The man’s eyes shifted slightly, then came back to lock onto Fuchs’s. “What do you want him for?”
“I need to talk to him,” said Fuchs, struggling to keep his voice even, calm.
“He’s a badass, Lars.”
“I’m not here to start a fight,” Fuchs said. He even felt it was true.
“Well, that’s Buchanan right down there at the end of the bar.”
“Thank you.”
Fuchs accepted a frosted aluminum goblet of beer, then wormed his way through the crowd until he was next to Buchanan. The man was with two friends, talking to a trio of miniskirted young women, their drinks on the bar in front of them. Buchanan was tall, with wide sloping shoulders, and young enough to have a flat midsection. His blond hair was cut short, except for a tiny imitation matador’s twist at the back of his head. His face was lean, unlined, relaxed.
“You are Mr. Buchanan?” Fuchs asked, putting his aluminum goblet on the bar.
Buchanan turned to him, looked Fuchs over and saw a stocky older rock rat in a shapeless gray velour pullover and wrinkled slacks with the build of a weasel and a sour expression on his broad, heavy-featured face. The guy had a tool of some sort tucked in his waistband.
“I’m Buchanan,” he said. “Who the fuck are you?”
Fuchs replied, “I am a friend of the late Niles Ripley.”

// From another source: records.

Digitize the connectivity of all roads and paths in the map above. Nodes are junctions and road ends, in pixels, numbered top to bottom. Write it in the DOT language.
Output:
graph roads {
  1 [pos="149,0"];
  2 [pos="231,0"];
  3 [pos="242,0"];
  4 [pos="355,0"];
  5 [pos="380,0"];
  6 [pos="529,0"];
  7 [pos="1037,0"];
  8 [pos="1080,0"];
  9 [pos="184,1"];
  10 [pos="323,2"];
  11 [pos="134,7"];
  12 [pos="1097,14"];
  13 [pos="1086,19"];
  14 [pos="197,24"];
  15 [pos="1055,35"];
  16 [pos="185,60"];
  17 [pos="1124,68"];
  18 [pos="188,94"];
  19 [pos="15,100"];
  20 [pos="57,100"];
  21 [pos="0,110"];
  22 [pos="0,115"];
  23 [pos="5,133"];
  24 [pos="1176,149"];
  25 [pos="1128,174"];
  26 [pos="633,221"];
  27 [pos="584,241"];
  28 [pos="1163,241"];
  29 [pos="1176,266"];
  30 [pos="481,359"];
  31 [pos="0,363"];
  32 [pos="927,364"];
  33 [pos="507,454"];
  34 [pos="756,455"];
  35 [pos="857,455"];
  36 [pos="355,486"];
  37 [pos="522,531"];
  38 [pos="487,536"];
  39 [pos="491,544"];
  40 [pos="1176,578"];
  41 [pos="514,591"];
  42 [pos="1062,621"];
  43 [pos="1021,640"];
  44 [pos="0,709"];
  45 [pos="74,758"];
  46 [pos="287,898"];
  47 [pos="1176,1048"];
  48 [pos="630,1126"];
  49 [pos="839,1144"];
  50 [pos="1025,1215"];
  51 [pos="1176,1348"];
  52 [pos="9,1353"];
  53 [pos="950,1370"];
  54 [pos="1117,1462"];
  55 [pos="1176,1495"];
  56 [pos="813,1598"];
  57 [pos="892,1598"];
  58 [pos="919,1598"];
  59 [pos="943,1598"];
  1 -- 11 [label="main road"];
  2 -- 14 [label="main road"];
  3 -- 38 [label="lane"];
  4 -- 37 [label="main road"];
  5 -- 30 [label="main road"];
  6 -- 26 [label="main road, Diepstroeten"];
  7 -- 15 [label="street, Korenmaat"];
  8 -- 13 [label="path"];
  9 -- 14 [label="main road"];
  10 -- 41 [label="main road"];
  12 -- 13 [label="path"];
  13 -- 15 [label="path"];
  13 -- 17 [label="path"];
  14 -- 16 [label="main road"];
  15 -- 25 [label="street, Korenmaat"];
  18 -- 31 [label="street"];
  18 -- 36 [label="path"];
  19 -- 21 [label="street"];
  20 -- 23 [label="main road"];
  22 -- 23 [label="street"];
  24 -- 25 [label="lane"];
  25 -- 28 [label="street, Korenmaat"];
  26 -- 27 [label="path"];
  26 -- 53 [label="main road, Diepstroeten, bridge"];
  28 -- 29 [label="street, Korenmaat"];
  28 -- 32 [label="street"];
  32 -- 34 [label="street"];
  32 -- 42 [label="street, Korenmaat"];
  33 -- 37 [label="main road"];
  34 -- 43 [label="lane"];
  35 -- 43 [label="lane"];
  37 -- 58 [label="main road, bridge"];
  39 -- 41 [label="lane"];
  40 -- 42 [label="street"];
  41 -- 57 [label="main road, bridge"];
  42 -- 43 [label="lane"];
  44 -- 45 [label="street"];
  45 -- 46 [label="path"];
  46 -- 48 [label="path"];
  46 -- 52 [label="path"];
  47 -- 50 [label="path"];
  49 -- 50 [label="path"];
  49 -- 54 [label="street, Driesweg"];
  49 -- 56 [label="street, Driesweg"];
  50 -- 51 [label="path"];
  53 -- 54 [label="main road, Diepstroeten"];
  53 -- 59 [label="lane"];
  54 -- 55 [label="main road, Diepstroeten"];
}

He said it quietly, flatly, but it was as if he had shouted the words through a power megaphone. Everything in the Pub stopped. Conversation, laughter, even motion seemed to freeze in place.
Buchanan leaned his right elbow on the bar as he faced Fuchs. “Ripley won’t be blowing his horn around these parts anymore,” he said, grinning. One of the men behind him snickered nervously.
Fuchs said, “Your name tag was found in his dead hand.”
“Oh, so that’s where it got to. I was wondering where I’d lost it.”
“You killed him.”
Buchanan reached slowly behind him and pulled a hand laser from the pouch strapped to his waist. He laid it down carefully on the bar, next to his drink. Its power cord trailed back to his belt; its business end pointed at Fuchs.
“If I did kill him, what’re you going to do about it?”
Fuchs took a breath. The lava-hot rage he had felt only a few minutes earlier had turned to ice now. He felt cold, glacially calm, but not one nanobit less enraged than he had been before.
He replied softly, “I thought you and I could go back to Selene and let the authorities there investigate the murder.”
Buchanan’s jaw dropped open. He gawked at Fuchs, standing like a stubborn little bull in front of him. Then he lifted his head and brayed with laughter. His two friends laughed, also.
No one else did.
Fuchs slapped Buchanan’s laughing face, hard. Shocked, Buchanan touched his bleeding lip, then reached for the laser on the bar. Fuchs was prepared for that. He clamped Buchanan’s hand to the bar with a viselike grip and pulled the screwdriver from his waistband with his right hand.
The laser cracked once. Fuchs’s aluminum goblet went spinning, leaking beer through a tiny hole, while Fuchs thumbed the screwdriver on and jammed it into Buchanan’s chest. Blood geysered and Buchanan looked terribly surprised, then slumped to the floor, gurgling briefly before he went silent forever.
Splashed with Buchanan’s blood, still holding the buzzing screwdriver in his right hand, Fuchs picked up the hand laser. Buchanan’s fall had wrenched the power cord out of the base of its grip.
He glanced down at the dead body, then looked at Buchanan’s two friends. Their eyes were wide, their mouths agape. Unconsciously, they both backed away from Fuchs.
Without another word, Fuchs turned around and strode out of the silent Pub.